• **WHAT THE TASK REQUIRES**
Look below for the line holding "0,601px 38px,547px 119px,531px" and the line holding "627px,156px 657px,46px 805px,28px". Transcribe exactly those lines and all lines between them, nothing more.

___ SOURCE DATA ___

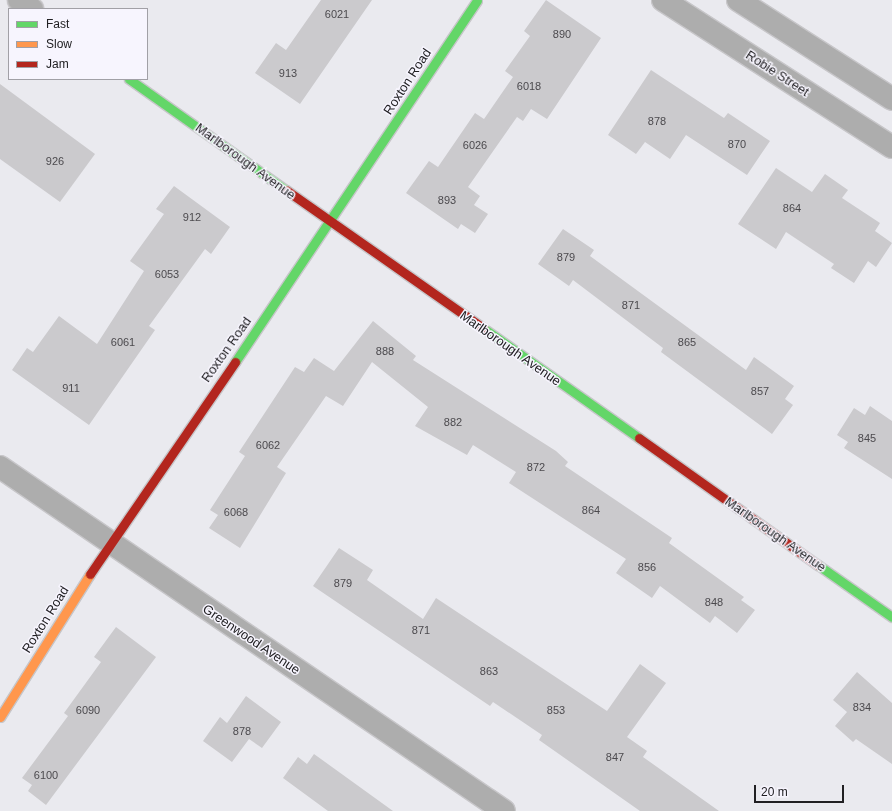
<!DOCTYPE html>
<html>
<head>
<meta charset="utf-8">
<style>
	body { margin:0 }
	#map { position:relative; width:892px; height:811px; overflow:hidden; background:#eaeaef; font-family:Arial,sans-serif }
	div>[style] { position:absolute }
	.building>* { inset:0; background:#cbcacd }
	.roads { filter:drop-shadow(1px 0 #c7c6c9) drop-shadow(-1px 0 #c7c6c9) drop-shadow(0 1px #c7c6c9) drop-shadow(0 -1px #c7c6c9) }
	.street>* { height:22px; margin:-11px; padding:0 11px; transform-origin:11px; border-radius:11px; background:#adadad }
	.fast>* { height:9px; margin:-4.5px; padding:0 4.5px; transform-origin:4.5px; border-radius:4.5px; background:#63d668 }
	.slow>* { height:9px; margin:-4.5px; padding:0 4.5px; transform-origin:4.5px; border-radius:4.5px; background:#ff974d }
	.jam>* { height:9px; margin:-4.5px; padding:0 4.5px; transform-origin:4.5px; border-radius:4.5px; background:#b3261e }
	span { translate:-50% -50%; white-space:nowrap; text-align:center; line-height:1.15; -webkit-text-stroke:3px #f7f5fe; paint-order:stroke }
	.number-label { font-size:11px; color:#4c4a4e }
	.number-label span { -webkit-text-stroke-width:0 }
	.street-label { font-size:13px; color:#212023 }
	.legend { position:absolute; left:8px; top:8px; width:140px; height:72px; box-sizing:border-box; background:#f7f5fe; border:1px solid #a1a0a6; margin:0; padding:5px 7px; list-style:none; font-size:12px; color:#212023 }
	.legend li { display:flex; align-items:center; gap:8px; height:20px }
	.legend b { width:20px; border:1px solid #a1a0a6 }
	.scale { position:absolute; left:754px; top:785px; width:90px; height:18px; box-sizing:border-box; border:2px solid #212023; border-top:0; padding-left:5px; font-size:12px; line-height:14px; white-space:nowrap; color:#212023; -webkit-text-stroke:3px #f7f5fe; paint-order:stroke }
</style>
</head>
<body>
<div id="map">
	<div class="building">
		<div style="clip-path:polygon(321px 0,372px 0,300px 104px,255px 73px,276px 43px,286px 50px)"></div>
		<div style="clip-path:polygon(546px 0,601px 38px,547px 119px,531px 109px,523px 121px,517px 117px,468px 187px,480px 196px,474px 205px,488px 214px,475px 233px,461px 224px,458px 229px,406px 193px,429px 161px,438px 167px,475px 113px,484px 119px,513px 77px,505px 71px,530px 36px,524px 31px)"></div>
		<div style="clip-path:polygon(651px 70px,724px 118px,728px 113px,770px 141px,747px 175px,686px 135px,670px 159px,645px 142px,636px 154px,608px 135px)"></div>
		<div style="clip-path:polygon(0 84px,95px 154px,60px 202px,0 159px)"></div>
		<div style="clip-path:polygon(776px 168px,812px 192px,825px 174px,848px 190px,842px 198px,880px 223px,875px 231px,892px 243px,876px 267px,868px 261px,854px 283px,831px 268px,834px 264px,786px 232px,776px 249px,738px 224px)"></div>
		<div style="clip-path:polygon(174px 186px,230px 227px,211px 254px,205px 249px,149px 326px,155px 330px,89px 425px,12px 370px,27px 348px,33px 352px,59px 316px,97px 344px,144px 271px,130px 261px,164px 214px,156px 209px)"></div>
		<div style="clip-path:polygon(563px 229px,594px 250px,590px 256px,746px 370px,754px 357px,794px 386px,785px 399px,793px 405px,772px 434px,661px 352px,663px 348px,573px 280px,569px 286px,538px 264px)"></div>
		<div style="clip-path:polygon(373px 321px,416px 356px,413px 360px,556px 451px,568px 462px,565px 466px,672px 538px,669px 543px,744px 597px,741px 600px,755px 610px,737px 633px,715px 616px,710px 623px,660px 586px,652px 598px,616px 573px,626px 559px,509px 483px,516px 472px,473px 445px,467px 455px,415px 426px,428px 407px,372px 362px,343px 406px,326px 396px,277px 467px,286px 473px,240px 548px,209px 528px,218px 515px,210px 510px,245px 456px,239px 452px,295px 367px,304px 372px,314px 358px,334px 371px)"></div>
		<div style="clip-path:polygon(870px 406px,892px 421px,892px 479px,844px 448px,848px 442px,837px 435px,854px 408px,865px 415px)"></div>
		<div style="clip-path:polygon(339px 548px,373px 570px,367px 580px,423px 619px,436px 598px,607px 711px,640px 664px,666px 683px,627px 737px,647px 751px,643px 757px,719px 811px,640px 811px,539px 740px,542px 735px,493px 702px,490px 706px,313px 586px)"></div>
		<div style="clip-path:polygon(116px 627px,156px 657px,46px 805px,28px 791px,32px 785px,22px 778px,68px 716px,64px 713px,101px 662px,94px 657px)"></div>
		<div style="clip-path:polygon(857px 672px,892px 703px,892px 764px,856px 739px,853px 742px,835px 726px,847px 712px,833px 700px)"></div>
		<div style="clip-path:polygon(246px 696px,281px 722px,262px 748px,249px 739px,232px 762px,203px 741px,220px 717px,227px 723px)"></div>
		<div style="clip-path:polygon(314px 754px,393px 811px,328px 811px,283px 778px,298px 757px,307px 764px)"></div>
	</div>
	<div class="roads">
		<div class="street">
			<div style="left:19px;top:0;width:16px;rotate:35deg"></div>
			<div style="left:663px;top:0;width:272px;rotate:32.7deg"></div>
			<div style="left:738px;top:0;width:183px;rotate:32.7deg"></div>
			<div style="left:0;top:467px;width:610px;rotate:34.32deg"></div>
		</div>
		<div class="fast">
			<div style="left:129px;top:79px;width:192px;rotate:35.3deg"></div>
			<div style="left:483px;top:328px;width:191px;rotate:35.2deg"></div>
			<div style="left:235px;top:362px;width:435px;rotate:-56.2deg"></div>
			<div style="left:818px;top:565px;width:90px;rotate:35.1deg"></div>
		</div>
		<div class="slow">
			<div style="left:0;top:717px;width:169px;rotate:-57.8deg"></div>
		</div>
		<div class="jam">
			<div style="left:286px;top:190px;width:241px;rotate:35deg"></div>
			<div style="left:639px;top:438px;width:219px;rotate:35.4deg"></div>
			<div style="left:90px;top:574px;width:257px;rotate:-55.6deg"></div>
		</div>
	</div>
	<div class="number-label">
		<span style="left:337px;top:14px">6021</span>
		<span style="left:562px;top:34px">890</span>
		<span style="left:288px;top:73px">913</span>
		<span style="left:529px;top:86px">6018</span>
		<span style="left:657px;top:121px">878</span>
		<span style="left:737px;top:144px">870</span>
		<span style="left:475px;top:145px">6026</span>
		<span style="left:55px;top:161px">926</span>
		<span style="left:447px;top:200px">893</span>
		<span style="left:792px;top:208px">864</span>
		<span style="left:192px;top:217px">912</span>
		<span style="left:566px;top:257px">879</span>
		<span style="left:167px;top:274px">6053</span>
		<span style="left:631px;top:305px">871</span>
		<span style="left:123px;top:342px">6061</span>
		<span style="left:687px;top:342px">865</span>
		<span style="left:385px;top:351px">888</span>
		<span style="left:71px;top:388px">911</span>
		<span style="left:760px;top:391px">857</span>
		<span style="left:453px;top:422px">882</span>
		<span style="left:867px;top:438px">845</span>
		<span style="left:268px;top:445px">6062</span>
		<span style="left:536px;top:467px">872</span>
		<span style="left:591px;top:510px">864</span>
		<span style="left:236px;top:512px">6068</span>
		<span style="left:647px;top:567px">856</span>
		<span style="left:343px;top:583px">879</span>
		<span style="left:714px;top:602px">848</span>
		<span style="left:421px;top:630px">871</span>
		<span style="left:489px;top:671px">863</span>
		<span style="left:862px;top:707px">834</span>
		<span style="left:88px;top:710px">6090</span>
		<span style="left:556px;top:710px">853</span>
		<span style="left:242px;top:731px">878</span>
		<span style="left:615px;top:757px">847</span>
		<span style="left:46px;top:775px">6100</span>
	</div>
	<div class="street-label">
		<span style="left:777px;top:74px;rotate:33deg">Robie Street</span>
		<span style="left:408px;top:82px;rotate:-57deg">Roxton Road</span>
		<span style="left:245px;top:162px;rotate:36deg">Marlborough Avenue</span>
		<span style="left:510px;top:349px;rotate:35deg">Marlborough Avenue</span>
		<span style="left:227px;top:350px;rotate:-55deg">Roxton Road</span>
		<span style="left:775px;top:535px;rotate:35deg">Marlborough Avenue</span>
		<span style="left:46px;top:620px;rotate:-58deg">Roxton Road</span>
		<span style="left:251px;top:640px;rotate:34deg">Greenwood Avenue</span>
	</div>
	<ul class="legend">
	<li><b style="height:5px;background:#63d668"></b>Fast</li>
	<li><b style="height:5px;background:#ff974d"></b>Slow</li>
	<li><b style="height:5px;background:#b3261e"></b>Jam</li>
	</ul>
	<div class="scale">20 m</div>
</div>
</body>
</html>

___

• **RESPONSE AREA**
		<div style="clip-path:polygon(546px 0,601px 38px,547px 119px,531px 109px,523px 121px,517px 117px,468px 187px,480px 196px,474px 205px,488px 214px,475px 233px,461px 224px,458px 229px,406px 193px,429px 161px,438px 167px,475px 113px,484px 119px,513px 77px,505px 71px,530px 36px,524px 31px)"></div>
		<div style="clip-path:polygon(651px 70px,724px 118px,728px 113px,770px 141px,747px 175px,686px 135px,670px 159px,645px 142px,636px 154px,608px 135px)"></div>
		<div style="clip-path:polygon(0 84px,95px 154px,60px 202px,0 159px)"></div>
		<div style="clip-path:polygon(776px 168px,812px 192px,825px 174px,848px 190px,842px 198px,880px 223px,875px 231px,892px 243px,876px 267px,868px 261px,854px 283px,831px 268px,834px 264px,786px 232px,776px 249px,738px 224px)"></div>
		<div style="clip-path:polygon(174px 186px,230px 227px,211px 254px,205px 249px,149px 326px,155px 330px,89px 425px,12px 370px,27px 348px,33px 352px,59px 316px,97px 344px,144px 271px,130px 261px,164px 214px,156px 209px)"></div>
		<div style="clip-path:polygon(563px 229px,594px 250px,590px 256px,746px 370px,754px 357px,794px 386px,785px 399px,793px 405px,772px 434px,661px 352px,663px 348px,573px 280px,569px 286px,538px 264px)"></div>
		<div style="clip-path:polygon(373px 321px,416px 356px,413px 360px,556px 451px,568px 462px,565px 466px,672px 538px,669px 543px,744px 597px,741px 600px,755px 610px,737px 633px,715px 616px,710px 623px,660px 586px,652px 598px,616px 573px,626px 559px,509px 483px,516px 472px,473px 445px,467px 455px,415px 426px,428px 407px,372px 362px,343px 406px,326px 396px,277px 467px,286px 473px,240px 548px,209px 528px,218px 515px,210px 510px,245px 456px,239px 452px,295px 367px,304px 372px,314px 358px,334px 371px)"></div>
		<div style="clip-path:polygon(870px 406px,892px 421px,892px 479px,844px 448px,848px 442px,837px 435px,854px 408px,865px 415px)"></div>
		<div style="clip-path:polygon(339px 548px,373px 570px,367px 580px,423px 619px,436px 598px,607px 711px,640px 664px,666px 683px,627px 737px,647px 751px,643px 757px,719px 811px,640px 811px,539px 740px,542px 735px,493px 702px,490px 706px,313px 586px)"></div>
		<div style="clip-path:polygon(116px 627px,156px 657px,46px 805px,28px 791px,32px 785px,22px 778px,68px 716px,64px 713px,101px 662px,94px 657px)"></div>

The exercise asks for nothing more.